**What is needed:**
Once you reach the line holding "Digitize the connectivity", write out that line and every later one exactly, ending with the last line of the data; write nothing else.

Dataset entries
= = =

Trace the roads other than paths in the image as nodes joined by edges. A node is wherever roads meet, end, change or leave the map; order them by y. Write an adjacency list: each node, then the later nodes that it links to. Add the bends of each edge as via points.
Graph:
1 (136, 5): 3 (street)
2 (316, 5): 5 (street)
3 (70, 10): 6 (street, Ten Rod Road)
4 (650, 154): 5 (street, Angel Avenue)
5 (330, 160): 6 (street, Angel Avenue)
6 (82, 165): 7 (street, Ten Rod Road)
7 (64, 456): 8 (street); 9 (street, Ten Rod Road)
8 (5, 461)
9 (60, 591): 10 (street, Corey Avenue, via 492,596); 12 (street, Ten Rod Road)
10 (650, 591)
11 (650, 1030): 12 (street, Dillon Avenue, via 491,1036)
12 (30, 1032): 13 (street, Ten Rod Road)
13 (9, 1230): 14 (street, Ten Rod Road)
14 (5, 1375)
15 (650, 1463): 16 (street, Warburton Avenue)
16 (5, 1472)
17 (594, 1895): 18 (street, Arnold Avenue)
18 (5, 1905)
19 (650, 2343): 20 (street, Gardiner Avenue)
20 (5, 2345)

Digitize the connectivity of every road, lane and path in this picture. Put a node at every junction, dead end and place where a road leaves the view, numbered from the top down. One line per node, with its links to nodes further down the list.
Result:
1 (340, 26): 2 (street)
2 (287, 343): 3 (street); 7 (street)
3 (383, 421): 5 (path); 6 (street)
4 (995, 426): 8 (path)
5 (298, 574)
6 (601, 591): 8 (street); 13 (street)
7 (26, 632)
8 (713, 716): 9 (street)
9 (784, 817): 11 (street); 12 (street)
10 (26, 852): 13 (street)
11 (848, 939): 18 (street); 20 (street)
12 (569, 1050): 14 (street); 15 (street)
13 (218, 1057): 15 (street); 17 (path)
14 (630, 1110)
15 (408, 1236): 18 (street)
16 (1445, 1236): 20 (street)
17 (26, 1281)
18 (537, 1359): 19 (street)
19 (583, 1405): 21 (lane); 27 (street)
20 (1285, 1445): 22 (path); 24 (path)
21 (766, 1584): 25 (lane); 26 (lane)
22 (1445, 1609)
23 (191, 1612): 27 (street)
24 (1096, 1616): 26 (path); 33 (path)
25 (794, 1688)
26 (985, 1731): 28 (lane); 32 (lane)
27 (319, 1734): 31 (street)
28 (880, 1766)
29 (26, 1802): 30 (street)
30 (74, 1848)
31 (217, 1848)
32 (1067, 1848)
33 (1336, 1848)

= = =

**Response for this exercise:**
Digitize the connectivity of every road, lane and path in this picture. Put a node at every junction, dead end and place where a road leaves the view, numbered from the top down. One line per node, with its links to nodes further down the list.
Result:
1 (340, 26): 2 (street)
2 (287, 343): 3 (street); 7 (street)
3 (383, 421): 5 (path); 6 (street)
4 (995, 426): 8 (path)
5 (298, 574)
6 (601, 591): 8 (street); 13 (street)
7 (26, 632)
8 (713, 716): 9 (street)
9 (784, 817): 11 (street); 12 (street)
10 (26, 852): 13 (street)
11 (848, 939): 18 (street); 20 (street)
12 (569, 1050): 14 (street); 15 (street)
13 (218, 1057): 15 (street); 17 (path)
14 (630, 1110)
15 (408, 1236): 18 (street)
16 (1445, 1236): 20 (street)
17 (26, 1281)
18 (537, 1359): 19 (street)
19 (583, 1405): 21 (lane); 27 (street)
20 (1285, 1445): 22 (path); 24 (path)
21 (766, 1584): 25 (lane); 26 (lane)
22 (1445, 1609)
23 (191, 1612): 27 (street)
24 (1096, 1616): 26 (path); 33 (path)
25 (794, 1688)
26 (985, 1731): 28 (lane); 32 (lane)
27 (319, 1734): 31 (street)
28 (880, 1766)
29 (26, 1802): 30 (street)
30 (74, 1848)
31 (217, 1848)
32 (1067, 1848)
33 (1336, 1848)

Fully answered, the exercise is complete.